I am playing around with multi-treading in Java (Sun JDK 1.7 64 bit), trying to grasp some concepts better. What I find puzzling is finding the size of a thread pool for the executor and impact of that setting on performance. Here is my basic code:
public class Program {
static int bestThreads = 0;
static long bestTime = Integer.MAX_VALUE;
public static void main(String[] args) throws InterruptedException, ExecutionException {
int cores = Runtime.getRuntime().availableProcessors();
for (int sizeOfPool = 1; sizeOfPool <= cores; sizeOfPool++) {
ExecutorService exec = Executors.newFixedThreadPool(sizeOfPool);
//System.out.println("Started");
int noOftasks = 1000;
for (int i = 0; i < noOftasks; i++) {
Calculator c = new Calculator();
exec.submit(c);
}
long start = System.currentTimeMillis();
exec.shutdown();
exec.awaitTermination(1000, TimeUnit.DAYS);
long stop = (System.currentTimeMillis() - start);
//System.out.println("Done " + noOftasks + " tasks in " + stop + " on " + sizeOfPool + " threads");
if (bestTime > stop) {
bestTime = stop;
bestThreads = sizeOfPool;
}
}
System.out.println("Best size of pool " + bestThreads + " result in " + bestTime + " ms");
}
public static class Calculator implements Runnable {
@Override
public void run() {
doJob();
}
}
//Can be whatever this just gives me a few milliseconds worth of CPU load since I don't want to use Thread.sleep()
public static void doJob() {
for (int j = 0; j < 1E3; j++) {
Math.round(Math.sin(Math.sqrt(Math.random())));
}
}
When I run this program I get that the setting that used the smallest amount of time was the one using N threads where N is usually 2 (Meaning I should use 2 threads for the size of my thread pool). I don't get why this happens because number of processors I get from .availableProcessors() is 4 (I am using i3 with multi-threading, it's on a laptop and Windows shows that all threads are active when running the program). Also I usually get different results when I change the amount of work done with:
1E1 -> N=4
1E2 -> N=3 or 2
1E3 -> N=2
1E4 -> N=2
but even then in most cases I get N=2;
Can somebody please explain why do I get results like this and what is usually suggested pool size depending on CPU that the program is ran on.

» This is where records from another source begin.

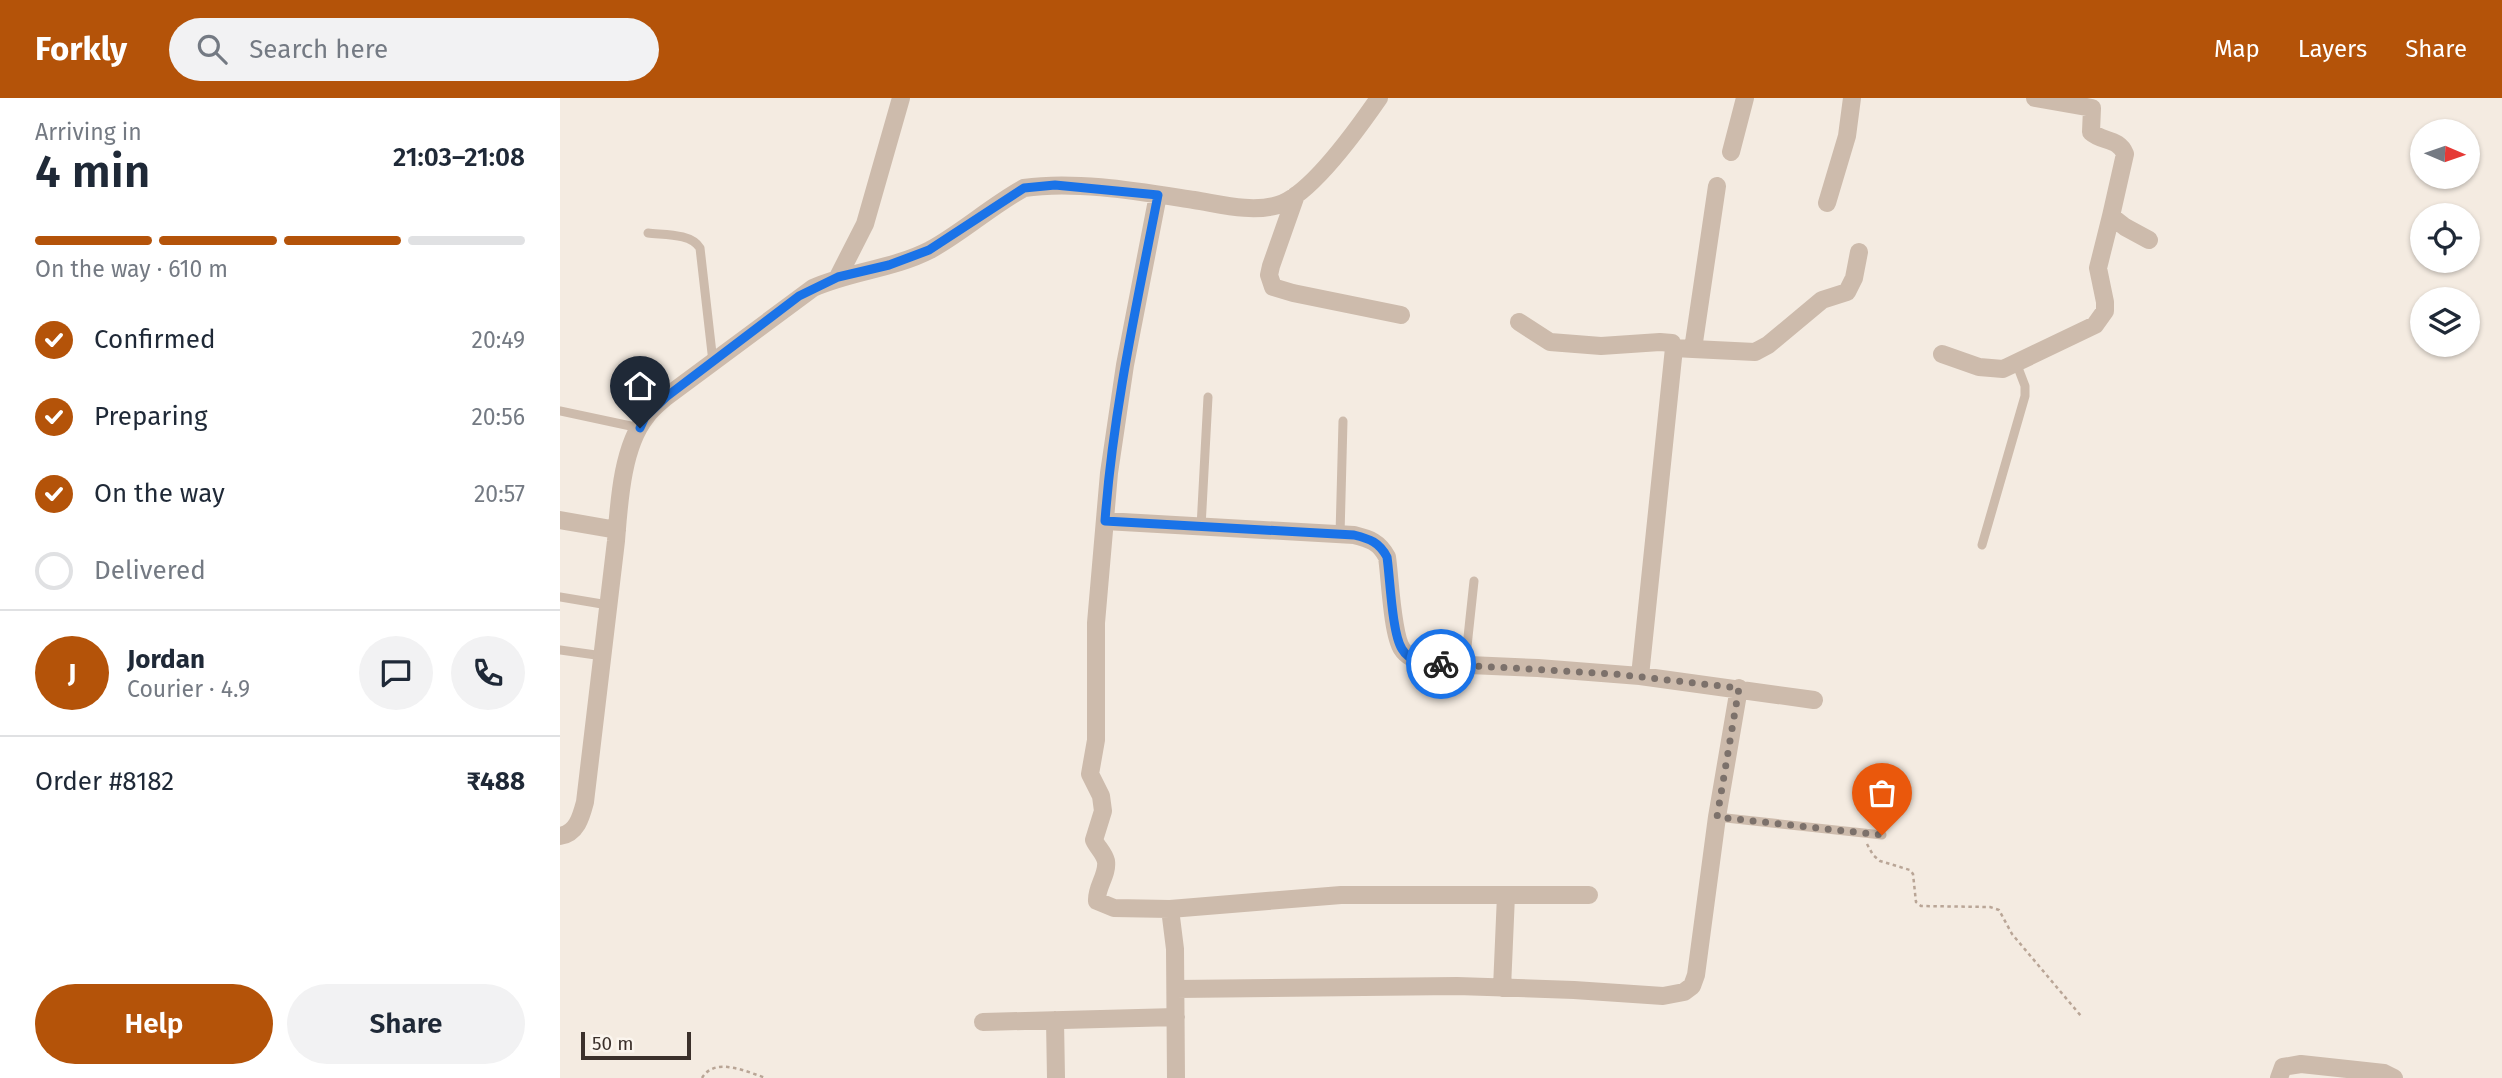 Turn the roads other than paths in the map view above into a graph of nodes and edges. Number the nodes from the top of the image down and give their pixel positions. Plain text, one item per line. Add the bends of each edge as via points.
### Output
1 (901, 98) edge
2 (1379, 98) edge
3 (1745, 98) edge
4 (1852, 98) edge
5 (2035, 98) edge
6 (1731, 152) dead end
7 (1717, 186) dead end
8 (1158, 195) junction
9 (1296, 195) junction
10 (1827, 203) dead end
11 (2111, 216) junction
12 (648, 233) dead end
13 (2149, 240) dead end
14 (1859, 252) dead end
15 (838, 277) junction
16 (1401, 315) dead end
17 (1519, 322) dead end
18 (1674, 348) junction
19 (1693, 349) junction
20 (1942, 354) dead end
21 (713, 362) junction
22 (2017, 365) junction
23 (1208, 397) dead end
24 (560, 411) edge
25 (1343, 421) dead end
26 (640, 428) junction
27 (560, 520) edge
28 (1105, 521) junction
29 (1201, 527) junction
30 (617, 530) junction
31 (1340, 535) junction
32 (1982, 545) dead end
33 (1474, 580) dead end
34 (560, 597) edge
35 (608, 605) junction
36 (560, 650) edge
37 (603, 656) junction
38 (1465, 665) junction
39 (1640, 676) junction
40 (1739, 688) junction
41 (1814, 700) dead end
42 (1717, 817) junction
43 (1882, 835) dead end
44 (560, 836) edge
45 (1506, 895) junction
46 (1589, 895) dead end
47 (1170, 909) junction
48 (1502, 988) junction
49 (1176, 989) junction
50 (1176, 1017) junction
51 (1055, 1020) junction
52 (983, 1022) dead end
53 (1056, 1078) edge
54 (1176, 1078) edge
55 (2279, 1078) edge
56 (2394, 1078) edge

1 - 15 street via 865,224
2 - 9 street via 1314,180
3 - 6 street
4 - 10 street via 1847,136
5 - 11 street via 2092,108 2091,132 2123,148
7 - 19 street
8 - 9 street via 1254,209 1279,205
8 - 15 street via 1055,185 1024,188 929,250
8 - 28 street via 1125,365
9 - 16 street via 1271,266 1273,287
11 - 13 street
11 - 22 street via 2098,268 2105,302 2101,319
12 - 21 lane via 688,238 700,248
14 - 19 street via 1847,292 1822,300 1768,345 1755,352
15 - 21 street via 799,296
17 - 18 street via 1550,342 1601,346 1660,342 1672,343
18 - 19 street
18 - 39 street
20 - 22 street via 1989,368
21 - 26 street via 666,397
22 - 32 lane via 2025,396
23 - 29 lane
24 - 26 lane
25 - 31 lane
26 - 30 street via 625,470
27 - 30 street
28 - 29 street
28 - 47 street via 1096,623 1096,740 1090,774 1103,804 1094,840 1106,870 1096,891 1097,901 1114,908
29 - 31 street
30 - 35 street
31 - 38 street via 1369,539 1381,546 1387,557 1401,649 1424,663
33 - 38 lane
34 - 35 lane
35 - 37 street
36 - 37 lane
37 - 44 street via 585,802 579,822 568,835
38 - 39 street
39 - 40 street
40 - 41 street
40 - 42 street
42 - 43 lane
42 - 48 street via 1692,986 1663,996
45 - 46 street
45 - 47 street via 1341,895
45 - 48 street
47 - 49 street
48 - 49 street
49 - 50 street
50 - 51 street
50 - 54 street
51 - 52 street
51 - 53 street
55 - 56 street via 2283,1068 2301,1064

Here is a little bit more output that I find strange:
Done 1000 tasks in 195 on 1 threads //Ok it takes around 200ms for this processor to do this, over-clocking it will help here I imagine
Done 1000 tasks in 134 on 2 threads //I know I can't get 2x increase because of context switching and some other impacts of thread creation overhead but this is a nice speedup
Done 1000 tasks in 138 on 3 threads //Almost same as 2 threads, why is it not worse or better
Done 1000 tasks in 210 on 4 threads //Worse then 1 thread, this is the one I really don't get
Your "test" job is completely CPU bound, that means it depends only on the CPU/core speed. While the i3 claims to have 4 cores, its a dual core CPU (2 cores with 2 threads each - aka hyperthreading).
Hyperthreading does not give you 4 full cores, each core works on either of its two threads (it switches automatically, e.g. when a thread waits for a memory access). So in your test case the i3 CPU performs best with two threads, since that is the maximum your CPU can handle (truely) simultaneously.
With a different test (e.g. with lots of memory accesses, or waiting for I/O) you would get different "ideal" thread numbers.
Edit: There is no way I know of to distinguish between a real "physical" core and a "virtual" core in java. Newer AMD CPU's have their own quirks in that regard (separate cores, but FPU shared between 2 cores), so its really very low-level technology dependent. To really get all the details you probably would need to read the CPU-Id and check the data-sheet for that CPU.
The reason you get sometime 2 and sometimes 3 is probably due to multithreaded tests not being truely deterministic (the operation system will inevitably eat some CPU at random times). Also, short duration test show often a lot of variation in java due to the JIT warming up (look for microbenchmarking, its a complicated topic).
You should see a difference between i3 / i7 regardless.